What needs to be done:
Please write out each entry exactly as it appears.

Data records:
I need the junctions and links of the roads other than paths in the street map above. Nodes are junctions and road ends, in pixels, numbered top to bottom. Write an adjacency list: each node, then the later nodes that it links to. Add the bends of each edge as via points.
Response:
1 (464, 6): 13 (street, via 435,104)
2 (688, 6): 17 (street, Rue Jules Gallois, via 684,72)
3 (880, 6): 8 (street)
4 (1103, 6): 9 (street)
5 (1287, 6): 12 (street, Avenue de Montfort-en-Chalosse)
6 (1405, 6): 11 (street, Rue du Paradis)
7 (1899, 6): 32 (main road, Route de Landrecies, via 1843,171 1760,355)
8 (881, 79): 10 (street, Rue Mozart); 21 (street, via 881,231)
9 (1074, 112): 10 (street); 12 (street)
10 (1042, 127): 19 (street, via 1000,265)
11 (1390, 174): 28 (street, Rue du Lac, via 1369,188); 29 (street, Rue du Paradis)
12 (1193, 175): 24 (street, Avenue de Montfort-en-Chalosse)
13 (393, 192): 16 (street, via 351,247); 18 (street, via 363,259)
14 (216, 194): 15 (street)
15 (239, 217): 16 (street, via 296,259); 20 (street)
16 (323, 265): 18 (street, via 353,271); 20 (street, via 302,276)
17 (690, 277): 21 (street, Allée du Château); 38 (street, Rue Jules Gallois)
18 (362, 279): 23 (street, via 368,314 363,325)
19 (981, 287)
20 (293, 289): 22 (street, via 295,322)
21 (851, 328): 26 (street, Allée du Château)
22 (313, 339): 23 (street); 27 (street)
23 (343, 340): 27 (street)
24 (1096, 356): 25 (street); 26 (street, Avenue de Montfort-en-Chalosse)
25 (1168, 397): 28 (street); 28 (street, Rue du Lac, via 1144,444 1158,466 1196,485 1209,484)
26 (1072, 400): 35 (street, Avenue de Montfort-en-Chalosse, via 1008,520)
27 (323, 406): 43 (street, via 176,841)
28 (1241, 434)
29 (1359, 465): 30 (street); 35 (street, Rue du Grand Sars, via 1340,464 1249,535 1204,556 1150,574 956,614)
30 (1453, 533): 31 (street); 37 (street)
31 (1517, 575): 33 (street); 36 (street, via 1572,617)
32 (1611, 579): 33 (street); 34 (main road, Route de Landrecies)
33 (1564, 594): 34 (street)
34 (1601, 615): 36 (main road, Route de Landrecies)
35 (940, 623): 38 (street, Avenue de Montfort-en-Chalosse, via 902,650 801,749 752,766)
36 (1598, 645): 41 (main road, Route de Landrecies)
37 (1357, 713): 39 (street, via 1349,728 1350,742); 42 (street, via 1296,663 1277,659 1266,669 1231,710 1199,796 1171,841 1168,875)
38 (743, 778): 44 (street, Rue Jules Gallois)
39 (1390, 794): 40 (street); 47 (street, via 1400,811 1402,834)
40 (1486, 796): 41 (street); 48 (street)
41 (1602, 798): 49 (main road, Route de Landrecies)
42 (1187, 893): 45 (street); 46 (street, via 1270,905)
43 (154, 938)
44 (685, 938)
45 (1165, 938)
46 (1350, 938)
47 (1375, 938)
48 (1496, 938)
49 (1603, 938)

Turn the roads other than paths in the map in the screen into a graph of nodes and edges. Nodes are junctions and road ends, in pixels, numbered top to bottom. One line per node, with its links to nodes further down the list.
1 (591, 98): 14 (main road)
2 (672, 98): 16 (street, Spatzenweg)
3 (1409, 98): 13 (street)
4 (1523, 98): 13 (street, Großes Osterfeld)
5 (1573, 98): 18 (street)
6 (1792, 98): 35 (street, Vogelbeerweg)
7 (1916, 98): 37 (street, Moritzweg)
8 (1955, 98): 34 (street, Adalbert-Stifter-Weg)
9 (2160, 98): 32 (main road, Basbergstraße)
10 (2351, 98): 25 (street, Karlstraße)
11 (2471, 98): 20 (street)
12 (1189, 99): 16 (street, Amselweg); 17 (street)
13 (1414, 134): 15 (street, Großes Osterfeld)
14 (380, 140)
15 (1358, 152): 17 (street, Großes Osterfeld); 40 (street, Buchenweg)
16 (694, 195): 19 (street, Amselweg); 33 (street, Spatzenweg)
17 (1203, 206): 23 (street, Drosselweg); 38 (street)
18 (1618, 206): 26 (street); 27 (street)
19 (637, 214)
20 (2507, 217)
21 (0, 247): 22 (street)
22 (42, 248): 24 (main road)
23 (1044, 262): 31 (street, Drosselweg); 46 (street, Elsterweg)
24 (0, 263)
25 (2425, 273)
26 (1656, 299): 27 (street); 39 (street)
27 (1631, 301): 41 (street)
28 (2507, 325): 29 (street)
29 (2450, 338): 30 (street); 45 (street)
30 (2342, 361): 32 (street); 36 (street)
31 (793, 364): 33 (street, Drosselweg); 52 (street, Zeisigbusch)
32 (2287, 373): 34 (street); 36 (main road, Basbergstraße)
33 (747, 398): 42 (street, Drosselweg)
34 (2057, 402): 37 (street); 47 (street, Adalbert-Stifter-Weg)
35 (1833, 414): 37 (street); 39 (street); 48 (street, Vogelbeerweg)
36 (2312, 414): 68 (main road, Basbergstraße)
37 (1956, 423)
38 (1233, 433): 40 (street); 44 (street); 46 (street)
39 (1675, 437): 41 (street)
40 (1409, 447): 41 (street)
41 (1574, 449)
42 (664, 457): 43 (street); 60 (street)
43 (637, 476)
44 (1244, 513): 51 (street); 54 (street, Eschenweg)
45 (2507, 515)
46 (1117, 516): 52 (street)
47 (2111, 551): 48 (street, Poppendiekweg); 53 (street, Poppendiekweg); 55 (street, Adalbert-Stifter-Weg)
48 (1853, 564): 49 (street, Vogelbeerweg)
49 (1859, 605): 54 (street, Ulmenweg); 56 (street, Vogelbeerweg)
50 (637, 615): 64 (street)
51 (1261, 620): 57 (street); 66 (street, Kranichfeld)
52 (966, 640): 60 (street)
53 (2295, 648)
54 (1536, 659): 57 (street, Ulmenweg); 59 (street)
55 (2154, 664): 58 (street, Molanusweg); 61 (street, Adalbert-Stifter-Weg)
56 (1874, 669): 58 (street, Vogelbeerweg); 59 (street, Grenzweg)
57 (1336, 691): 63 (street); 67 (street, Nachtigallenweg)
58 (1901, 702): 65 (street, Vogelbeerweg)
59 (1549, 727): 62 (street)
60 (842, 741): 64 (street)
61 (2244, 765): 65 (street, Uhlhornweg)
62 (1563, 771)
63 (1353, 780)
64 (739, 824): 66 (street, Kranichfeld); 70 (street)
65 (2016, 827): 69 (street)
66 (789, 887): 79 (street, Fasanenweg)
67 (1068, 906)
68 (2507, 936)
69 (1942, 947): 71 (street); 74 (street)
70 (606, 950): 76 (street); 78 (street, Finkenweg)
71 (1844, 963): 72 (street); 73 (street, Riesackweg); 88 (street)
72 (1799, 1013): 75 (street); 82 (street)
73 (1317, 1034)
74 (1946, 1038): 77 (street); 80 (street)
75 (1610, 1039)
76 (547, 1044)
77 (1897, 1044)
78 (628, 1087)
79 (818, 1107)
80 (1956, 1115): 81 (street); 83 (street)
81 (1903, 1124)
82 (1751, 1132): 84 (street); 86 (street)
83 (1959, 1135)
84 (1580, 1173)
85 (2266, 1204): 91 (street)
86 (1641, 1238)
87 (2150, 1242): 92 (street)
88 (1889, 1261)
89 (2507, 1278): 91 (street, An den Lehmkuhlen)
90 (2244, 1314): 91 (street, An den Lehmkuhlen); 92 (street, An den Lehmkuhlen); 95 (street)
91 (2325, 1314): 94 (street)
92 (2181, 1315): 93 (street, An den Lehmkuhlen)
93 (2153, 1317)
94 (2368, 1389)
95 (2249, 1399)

Written response:
I need the junctions and links of the roads other than paths in the street map above. Nodes are junctions and road ends, in pixels, numbered top to bottom. Write an adjacency list: each node, then the later nodes that it links to. Add the bends of each edge as via points.
Response:
1 (464, 6): 13 (street, via 435,104)
2 (688, 6): 17 (street, Rue Jules Gallois, via 684,72)
3 (880, 6): 8 (street)
4 (1103, 6): 9 (street)
5 (1287, 6): 12 (street, Avenue de Montfort-en-Chalosse)
6 (1405, 6): 11 (street, Rue du Paradis)
7 (1899, 6): 32 (main road, Route de Landrecies, via 1843,171 1760,355)
8 (881, 79): 10 (street, Rue Mozart); 21 (street, via 881,231)
9 (1074, 112): 10 (street); 12 (street)
10 (1042, 127): 19 (street, via 1000,265)
11 (1390, 174): 28 (street, Rue du Lac, via 1369,188); 29 (street, Rue du Paradis)
12 (1193, 175): 24 (street, Avenue de Montfort-en-Chalosse)
13 (393, 192): 16 (street, via 351,247); 18 (street, via 363,259)
14 (216, 194): 15 (street)
15 (239, 217): 16 (street, via 296,259); 20 (street)
16 (323, 265): 18 (street, via 353,271); 20 (street, via 302,276)
17 (690, 277): 21 (street, Allée du Château); 38 (street, Rue Jules Gallois)
18 (362, 279): 23 (street, via 368,314 363,325)
19 (981, 287)
20 (293, 289): 22 (street, via 295,322)
21 (851, 328): 26 (street, Allée du Château)
22 (313, 339): 23 (street); 27 (street)
23 (343, 340): 27 (street)
24 (1096, 356): 25 (street); 26 (street, Avenue de Montfort-en-Chalosse)
25 (1168, 397): 28 (street); 28 (street, Rue du Lac, via 1144,444 1158,466 1196,485 1209,484)
26 (1072, 400): 35 (street, Avenue de Montfort-en-Chalosse, via 1008,520)
27 (323, 406): 43 (street, via 176,841)
28 (1241, 434)
29 (1359, 465): 30 (street); 35 (street, Rue du Grand Sars, via 1340,464 1249,535 1204,556 1150,574 956,614)
30 (1453, 533): 31 (street); 37 (street)
31 (1517, 575): 33 (street); 36 (street, via 1572,617)
32 (1611, 579): 33 (street); 34 (main road, Route de Landrecies)
33 (1564, 594): 34 (street)
34 (1601, 615): 36 (main road, Route de Landrecies)
35 (940, 623): 38 (street, Avenue de Montfort-en-Chalosse, via 902,650 801,749 752,766)
36 (1598, 645): 41 (main road, Route de Landrecies)
37 (1357, 713): 39 (street, via 1349,728 1350,742); 42 (street, via 1296,663 1277,659 1266,669 1231,710 1199,796 1171,841 1168,875)
38 (743, 778): 44 (street, Rue Jules Gallois)
39 (1390, 794): 40 (street); 47 (street, via 1400,811 1402,834)
40 (1486, 796): 41 (street); 48 (street)
41 (1602, 798): 49 (main road, Route de Landrecies)
42 (1187, 893): 45 (street); 46 (street, via 1270,905)
43 (154, 938)
44 (685, 938)
45 (1165, 938)
46 (1350, 938)
47 (1375, 938)
48 (1496, 938)
49 (1603, 938)

Turn the roads other than paths in the map in the screen into a graph of nodes and edges. Nodes are junctions and road ends, in pixels, numbered top to bottom. One line per node, with its links to nodes further down the list.
1 (591, 98): 14 (main road)
2 (672, 98): 16 (street, Spatzenweg)
3 (1409, 98): 13 (street)
4 (1523, 98): 13 (street, Großes Osterfeld)
5 (1573, 98): 18 (street)
6 (1792, 98): 35 (street, Vogelbeerweg)
7 (1916, 98): 37 (street, Moritzweg)
8 (1955, 98): 34 (street, Adalbert-Stifter-Weg)
9 (2160, 98): 32 (main road, Basbergstraße)
10 (2351, 98): 25 (street, Karlstraße)
11 (2471, 98): 20 (street)
12 (1189, 99): 16 (street, Amselweg); 17 (street)
13 (1414, 134): 15 (street, Großes Osterfeld)
14 (380, 140)
15 (1358, 152): 17 (street, Großes Osterfeld); 40 (street, Buchenweg)
16 (694, 195): 19 (street, Amselweg); 33 (street, Spatzenweg)
17 (1203, 206): 23 (street, Drosselweg); 38 (street)
18 (1618, 206): 26 (street); 27 (street)
19 (637, 214)
20 (2507, 217)
21 (0, 247): 22 (street)
22 (42, 248): 24 (main road)
23 (1044, 262): 31 (street, Drosselweg); 46 (street, Elsterweg)
24 (0, 263)
25 (2425, 273)
26 (1656, 299): 27 (street); 39 (street)
27 (1631, 301): 41 (street)
28 (2507, 325): 29 (street)
29 (2450, 338): 30 (street); 45 (street)
30 (2342, 361): 32 (street); 36 (street)
31 (793, 364): 33 (street, Drosselweg); 52 (street, Zeisigbusch)
32 (2287, 373): 34 (street); 36 (main road, Basbergstraße)
33 (747, 398): 42 (street, Drosselweg)
34 (2057, 402): 37 (street); 47 (street, Adalbert-Stifter-Weg)
35 (1833, 414): 37 (street); 39 (street); 48 (street, Vogelbeerweg)
36 (2312, 414): 68 (main road, Basbergstraße)
37 (1956, 423)
38 (1233, 433): 40 (street); 44 (street); 46 (street)
39 (1675, 437): 41 (street)
40 (1409, 447): 41 (street)
41 (1574, 449)
42 (664, 457): 43 (street); 60 (street)
43 (637, 476)
44 (1244, 513): 51 (street); 54 (street, Eschenweg)
45 (2507, 515)
46 (1117, 516): 52 (street)
47 (2111, 551): 48 (street, Poppendiekweg); 53 (street, Poppendiekweg); 55 (street, Adalbert-Stifter-Weg)
48 (1853, 564): 49 (street, Vogelbeerweg)
49 (1859, 605): 54 (street, Ulmenweg); 56 (street, Vogelbeerweg)
50 (637, 615): 64 (street)
51 (1261, 620): 57 (street); 66 (street, Kranichfeld)
52 (966, 640): 60 (street)
53 (2295, 648)
54 (1536, 659): 57 (street, Ulmenweg); 59 (street)
55 (2154, 664): 58 (street, Molanusweg); 61 (street, Adalbert-Stifter-Weg)
56 (1874, 669): 58 (street, Vogelbeerweg); 59 (street, Grenzweg)
57 (1336, 691): 63 (street); 67 (street, Nachtigallenweg)
58 (1901, 702): 65 (street, Vogelbeerweg)
59 (1549, 727): 62 (street)
60 (842, 741): 64 (street)
61 (2244, 765): 65 (street, Uhlhornweg)
62 (1563, 771)
63 (1353, 780)
64 (739, 824): 66 (street, Kranichfeld); 70 (street)
65 (2016, 827): 69 (street)
66 (789, 887): 79 (street, Fasanenweg)
67 (1068, 906)
68 (2507, 936)
69 (1942, 947): 71 (street); 74 (street)
70 (606, 950): 76 (street); 78 (street, Finkenweg)
71 (1844, 963): 72 (street); 73 (street, Riesackweg); 88 (street)
72 (1799, 1013): 75 (street); 82 (street)
73 (1317, 1034)
74 (1946, 1038): 77 (street); 80 (street)
75 (1610, 1039)
76 (547, 1044)
77 (1897, 1044)
78 (628, 1087)
79 (818, 1107)
80 (1956, 1115): 81 (street); 83 (street)
81 (1903, 1124)
82 (1751, 1132): 84 (street); 86 (street)
83 (1959, 1135)
84 (1580, 1173)
85 (2266, 1204): 91 (street)
86 (1641, 1238)
87 (2150, 1242): 92 (street)
88 (1889, 1261)
89 (2507, 1278): 91 (street, An den Lehmkuhlen)
90 (2244, 1314): 91 (street, An den Lehmkuhlen); 92 (street, An den Lehmkuhlen); 95 (street)
91 (2325, 1314): 94 (street)
92 (2181, 1315): 93 (street, An den Lehmkuhlen)
93 (2153, 1317)
94 (2368, 1389)
95 (2249, 1399)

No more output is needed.